Given a Nothing, how do I construct values of type RWST env log state Maybe value?

Question

Suppose I want a computation that evaluates expressions with variables. I would like it to look variables up in the env passed to its runner, and also have some kind of state and a log. I take an algebra, pepper it with RWS and I'm done.

Except that lookup returns Maybe.

So I need a monad stack.

λ type EvalA = MaybeT (RWS () () ()) ()
λ runRWS (runMaybeT (MaybeT (return (Just ())) :: EvalA )) () ()
(Just (),(),())
λ runRWS (runMaybeT (MaybeT (return Nothing) :: EvalA )) () ()
(Nothing,(),())

So far so good. But the type is somewhat messy: a transformer on top of a transformer on top of Identity. Why not flip this.
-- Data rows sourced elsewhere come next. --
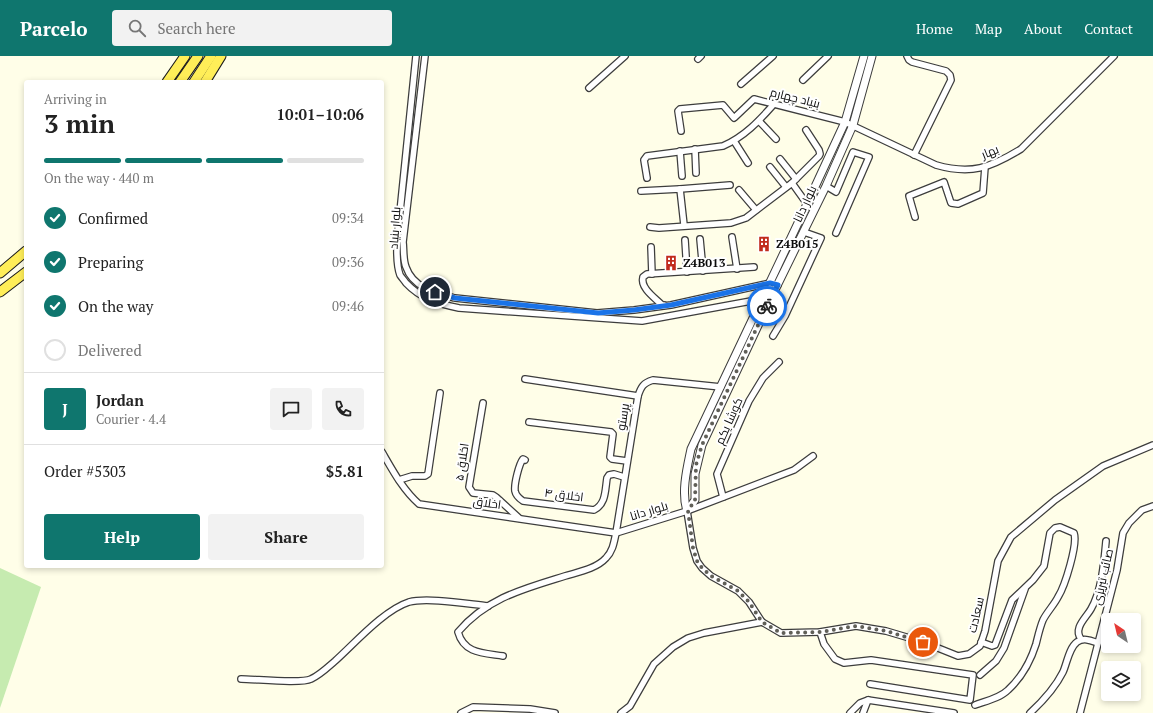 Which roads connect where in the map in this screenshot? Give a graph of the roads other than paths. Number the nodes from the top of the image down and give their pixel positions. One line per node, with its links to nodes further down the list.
1 (185, 56): 14 (main road)
2 (198, 56): 15 (main road)
3 (211, 56): 16 (main road)
4 (221, 56): 17 (main road)
5 (416, 56): 68 (street, بلوار بنیاد)
6 (425, 56): 70 (street, بلوار بنیاد)
7 (625, 56): 20 (street)
8 (773, 56): 19 (street)
9 (828, 56): 18 (street)
10 (864, 56): 23 (street, بلوار دانا)
11 (872, 56): 24 (street, بلوار دانا)
12 (907, 56): 31 (street)
13 (1114, 56): 35 (street, بهار)
14 (168, 80)
15 (181, 80)
16 (195, 80)
17 (206, 80)
18 (803, 80)
19 (741, 84)
20 (589, 88)
21 (774, 104): 22 (street); 23 (street, بنیاد چهارم); 26 (street, بنیاد چهارم)
22 (759, 121): 27 (street); 28 (street)
23 (845, 122): 24 (street, بهار); 46 (street, بلوار دانا)
24 (853, 125): 31 (street, بهار); 41 (street, بلوار دانا)
25 (806, 130): 39 (street)
26 (681, 131)
27 (776, 139)
28 (734, 141): 29 (street); 33 (street)
29 (695, 149): 30 (street); 36 (street)
30 (680, 151): 37 (street); 38 (street)
31 (914, 155): 35 (street, بهار)
32 (780, 159): 39 (street)
33 (748, 164)
34 (770, 167): 42 (street)
35 (985, 167): 48 (street)
36 (696, 173)
37 (682, 176)
38 (647, 178)
39 (794, 181): 42 (street); 46 (street)
40 (730, 186): 43 (street)
41 (826, 186): 51 (street, بلوار دانا); 52 (street)
42 (786, 187): 47 (street)
43 (680, 189): 45 (street); 49 (street)
44 (740, 190): 47 (street)
45 (641, 192)
46 (807, 204): 65 (street, بلوار دانا)
47 (756, 210): 49 (street)
48 (915, 217)
49 (684, 225): 50 (street)
50 (650, 227)
51 (804, 232): 66 (street, بلوار دانا); 71 (street)
52 (836, 233)
53 (732, 237): 59 (street)
54 (700, 239): 60 (street)
55 (686, 240): 61 (street)
56 (651, 247): 64 (street)
57 (24, 253): 62 (main road)
58 (754, 267): 59 (street)
59 (737, 269): 60 (street)
60 (703, 271): 61 (street)
61 (687, 272): 64 (street)
62 (0, 273)
63 (24, 274): 67 (main road)
64 (652, 274): 70 (street)
65 (770, 283): 66 (street, بلوار بنیاد); 68 (street, بلوار دانا); 70 (street, بلوار بنیاد)
66 (778, 285): 69 (street, بلوار دانا)
67 (0, 292)
68 (762, 299): 69 (street, بلوار بنیاد); 74 (street, بلوار دانا)
69 (770, 300): 88 (street, بلوار دانا)
70 (671, 305)
71 (773, 336)
72 (780, 362): 86 (street, کوشا یکم)
73 (525, 379): 76 (street)
74 (721, 387): 76 (street, پرستو); 88 (street, بلوار دانا)
75 (440, 392): 85 (street)
76 (638, 396): 83 (street, پرستو)
77 (482, 403): 89 (street, اخلاق ۵)
78 (529, 422): 83 (street)
79 (1153, 445): 97 (street, سعادت)
80 (384, 455): 85 (street, اخلاق)
81 (813, 456): 86 (street)
82 (525, 460): 84 (street, اخلاق ۴)
83 (627, 461): 84 (street, پرستو)
84 (624, 477): 90 (street, پرستو)
85 (399, 480): 89 (street, اخلاق)
86 (723, 497): 88 (street)
87 (1153, 506): 98 (street, صائب تبریزی)
88 (688, 511): 90 (street, بلوار دانا); 94 (street, سعادت)
89 (520, 518): 90 (street, اخلاق)
90 (616, 533): 93 (street, پرستو)
91 (1106, 541): 96 (street)
92 (1026, 587): 97 (street); 100 (street); 104 (street)
93 (488, 606): 99 (street, پرستو); 101 (street)
94 (762, 622): 95 (street, سعادت); 107 (street)
95 (820, 632): 97 (street, سعادت); 102 (street)
96 (1081, 639): 98 (street); 111 (street)
97 (981, 642)
98 (1098, 643): 112 (street, صائب تبریزی)
99 (503, 656)
100 (980, 676)
101 (241, 679)
102 (870, 684)
103 (868, 700): 108 (street); 109 (street); 110 (street)
104 (975, 705)
105 (461, 713): 106 (street)
106 (555, 713)
107 (621, 713)
108 (850, 713)
109 (863, 713)
110 (954, 713)
111 (1030, 713)
112 (1080, 713)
λ type EvalB = RWST () () () Maybe ()
λ runRWST (return () :: EvalB) () ()
Just ((),(),())
λ runRWST (Nothing :: EvalB) () ()

<interactive>:12:10: error:
    • Couldn't match type ‘Maybe a0’ with ‘RWST () () () Maybe ()’
      Expected type: EvalB
        Actual type: Maybe a0
    ..........
λ -- ...?

Putting aside that having a Nothing plus a log is better than having a Nothing alone, how can I obtain a Nothing from EvalB?

Answer 1

You need to lift, which is the fundamental operation monad transformers support.

ghci> runRWST (lift Nothing) () ()
Nothing

But also be careful doing this kind of swapping. Maybe does not commute with RWS. In fact, it doesn't commute with any of them! For example:

WriterT w Maybe a
  ≃ Maybe (a, w)

but

MaybeT (Writer w a)
  ≃ Writer w (Maybe a)
  ≃ (Maybe a, w)

In the former, with Maybe as the base monad, a Nothing value erases the writer's log -- all you get is failure. In the latter, with Writer as the base, the computation can fail yet still produce a value in the log.

A very good exercise is to do this with each of Reader, Writer, and State, and find a computation that is representable in one of MaybeT m, mT Maybe but not the other.